Freya's magic pulsed brighter, forcing the last of his wounds closed. "You were thinking with anger instead of strategy. With lion instead of logic."
"Maeve lost her tavern." Dante's voice came out raw. "Because I was here. Because I investigated. Because I gave Hector ammunition to twist procedure against her. I had to do something."
"You had to do something smart." Freya stepped back, her magic fading. "Violence isn't smart. It's reactive. It's exactly what alphas do when they feel helpless."
"I am helpless." The admission burned. "I came here to protect her. To stop Hector. And all I did was make things worse."
"Then stop trying to protect her." Callum's voice carried hard truth. "Stop trying to fix this with muscle and violence. Maeve doesn't need that."
"What does she need?"
"To reclaim her pride on her own terms." Freya moved to wash her hands, magic dissipating into steam. "To prove to the Council and herself that she's strong enough to handle Hector without anyone fighting her battles. You charging in with claws out just undermines that."
"So I do nothing?"
"You do what she asks." Kieran's expression gentled. "You stand beside her. You offer support. But you let her lead this fight. It's her tavern. Her reputation. Her choice how to handle it."

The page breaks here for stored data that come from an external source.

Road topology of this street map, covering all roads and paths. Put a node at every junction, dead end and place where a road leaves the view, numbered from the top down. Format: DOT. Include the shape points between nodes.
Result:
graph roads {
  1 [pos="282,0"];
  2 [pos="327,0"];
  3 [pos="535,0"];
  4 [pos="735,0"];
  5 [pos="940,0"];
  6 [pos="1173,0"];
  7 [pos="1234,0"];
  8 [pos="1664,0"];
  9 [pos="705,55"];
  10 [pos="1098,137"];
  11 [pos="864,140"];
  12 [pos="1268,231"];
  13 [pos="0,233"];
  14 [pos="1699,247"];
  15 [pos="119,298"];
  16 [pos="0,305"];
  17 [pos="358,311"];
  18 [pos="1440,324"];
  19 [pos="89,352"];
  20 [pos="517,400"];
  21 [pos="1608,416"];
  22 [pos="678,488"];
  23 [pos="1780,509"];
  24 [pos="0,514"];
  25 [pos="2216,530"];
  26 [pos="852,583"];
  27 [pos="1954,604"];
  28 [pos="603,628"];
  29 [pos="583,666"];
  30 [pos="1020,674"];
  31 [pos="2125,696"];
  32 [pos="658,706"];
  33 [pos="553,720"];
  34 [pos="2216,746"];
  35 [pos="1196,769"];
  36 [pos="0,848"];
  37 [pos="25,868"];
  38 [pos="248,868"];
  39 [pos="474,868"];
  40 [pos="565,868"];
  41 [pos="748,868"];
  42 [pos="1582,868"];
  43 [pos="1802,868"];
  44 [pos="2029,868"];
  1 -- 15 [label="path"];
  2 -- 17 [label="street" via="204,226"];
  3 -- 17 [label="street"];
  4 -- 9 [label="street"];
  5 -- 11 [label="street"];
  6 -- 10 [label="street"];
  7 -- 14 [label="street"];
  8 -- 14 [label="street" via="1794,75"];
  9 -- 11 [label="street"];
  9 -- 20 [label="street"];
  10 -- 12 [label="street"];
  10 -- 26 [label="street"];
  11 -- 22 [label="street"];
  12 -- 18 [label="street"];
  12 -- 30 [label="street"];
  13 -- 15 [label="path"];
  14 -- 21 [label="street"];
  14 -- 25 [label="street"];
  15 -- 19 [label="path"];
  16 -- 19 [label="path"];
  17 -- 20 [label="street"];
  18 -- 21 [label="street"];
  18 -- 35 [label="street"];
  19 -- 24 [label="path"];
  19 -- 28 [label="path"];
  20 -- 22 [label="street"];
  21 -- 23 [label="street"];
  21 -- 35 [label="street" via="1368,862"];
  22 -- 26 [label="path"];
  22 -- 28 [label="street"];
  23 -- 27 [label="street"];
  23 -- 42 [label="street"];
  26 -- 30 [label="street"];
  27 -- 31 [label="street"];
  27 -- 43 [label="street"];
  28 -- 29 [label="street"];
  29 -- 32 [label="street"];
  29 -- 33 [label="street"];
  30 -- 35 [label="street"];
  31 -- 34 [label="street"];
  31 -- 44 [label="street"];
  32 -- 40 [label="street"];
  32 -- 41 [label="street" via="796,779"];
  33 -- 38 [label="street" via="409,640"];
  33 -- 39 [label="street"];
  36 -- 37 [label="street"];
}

Dante wanted to argue. Wanted to say standing aside while Maeve fought alone went against every instinct he had. That watching her struggle when he could help felt like failure.
But looking at the three of them, at the concern and frustration and hard-won wisdom in their eyes, he understood what they weren't saying.
That trying to protect Maeve from her own battles just proved he didn't trust her to win them.
That loving her meant letting her be strong on her own terms.
That the best thing he could do was be there when she asked, not force himself into a fight she needed to own.
"She won't ask," he said quietly.
"Then you wait until she does." Freya handed him a jar of salve. "For the bruises. Use it twice a day. And Dante? Next time you feel like picking fights you can't win, maybe try talking to Maeve instead. Might hurt less."
She left through the back door, Kieran following with a sympathetic shoulder squeeze.
Callum stayed, studying Dante with those too-knowing eyes. "You really love her."
"Yeah."
"Enough to let her handle this her way?"
Dante looked at his bloody hands, at the evidence of another failed attempt to protect what he'd rather die than lose. "I thought I did but I don't know how to stand aside when she's hurting."
"Then learn." Callum's voice gentled. "Because that's what she needs from you. Not violence. Not protection. Just the space to be strong and the certainty you'll be there when she's done being strong alone."
He left too, the door closing softly.
Dante sat in the quiet apothecary, surrounded by herbs and the lingering scent of healing magic, and tried to figure out how to love someone by letting them fight without him.
It felt impossible.
But then again, so had changing enough to deserve her in the first place.